フィボナッチ・リトレースメントレベル61.8%のところで同時線が形成されました。これは買いの勢いが無くなった、もしくはフィボナッチレベルのレジスタンスが滞っている可能性が考えられます。
これは売り注文を入れるタイミングではないでしょうか?確実に知ることはできませんが、大きな逆転のチャンスです。
ここで長い足を持つ同時線がちょうど61.8%のフィボナッチ・リトレースメントレベルで形成されました。もしこの同時線が形成された直後に売り注文を入れたとすれば、大きな利益を得ることが出来ていたでしょう。同時線が形成された直後、価格はしばらく停滞しましたが、その後下落しました。
買い手の勢力が弱くなり、これが売り手がコントロールを取るチャンスを与えることになりました。最終的に価格はスイングローまで戻り、約500pipsという大きな動きを見せました。

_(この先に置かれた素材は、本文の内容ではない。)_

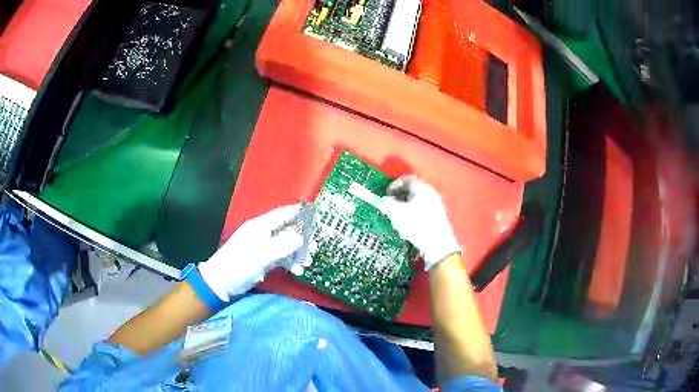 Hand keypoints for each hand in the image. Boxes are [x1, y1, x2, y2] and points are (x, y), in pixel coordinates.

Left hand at [198, 203, 308, 301]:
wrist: (221, 283)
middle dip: (302, 238)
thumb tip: (301, 238)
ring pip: (285, 244)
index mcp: (260, 226)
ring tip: (306, 263)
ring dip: (297, 252)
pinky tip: (296, 269)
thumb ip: (282, 246)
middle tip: (314, 248)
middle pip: (287, 229)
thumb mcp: (262, 256)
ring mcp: (262, 245)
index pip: (282, 214)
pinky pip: (280, 255)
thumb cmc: (239, 266)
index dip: (298, 212)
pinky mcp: (262, 257)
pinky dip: (289, 260)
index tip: (315, 214)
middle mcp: (262, 232)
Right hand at [381, 175, 460, 270]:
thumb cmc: (416, 224)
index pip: (405, 179)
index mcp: (421, 187)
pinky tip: (410, 228)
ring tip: (399, 220)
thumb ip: (387, 203)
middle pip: (411, 190)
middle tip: (391, 208)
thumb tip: (386, 200)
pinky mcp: (438, 216)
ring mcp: (436, 203)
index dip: (393, 185)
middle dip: (399, 198)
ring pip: (416, 201)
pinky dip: (414, 215)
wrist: (438, 243)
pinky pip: (423, 210)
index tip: (386, 196)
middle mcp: (431, 192)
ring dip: (406, 208)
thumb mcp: (396, 212)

価格がフィボナッチリトレースレベルで停滞しているということは、他のトレーダーがそのレベルで注文しているということが分かります。これは、レジスタンスラインやサポートラインが実際に機能しているという確認にもなります。
また、もう一つのメリットは、フィボナッチリトレースで指値注文を設定する必要ないという点です。サポートラインやレジスタンスラインが保持されるかについての懸念はあるかもしれませんが、あくまで区間として見ているため、必ずしも特定のレベルというわけではありません。
ここで、ローソク足のパターンに関する知識を活用することができます。
フィボナッチリトレースメントレベルの真下または直上でフィボナッチローソクが形成されるのを待つことで、注文を入れるタイミングを判断することができます。フィボナッチローソクが生じれば、そのレベルが保持される可能性が高くなるため、市場価格で取引を行うだけで済むでしょう。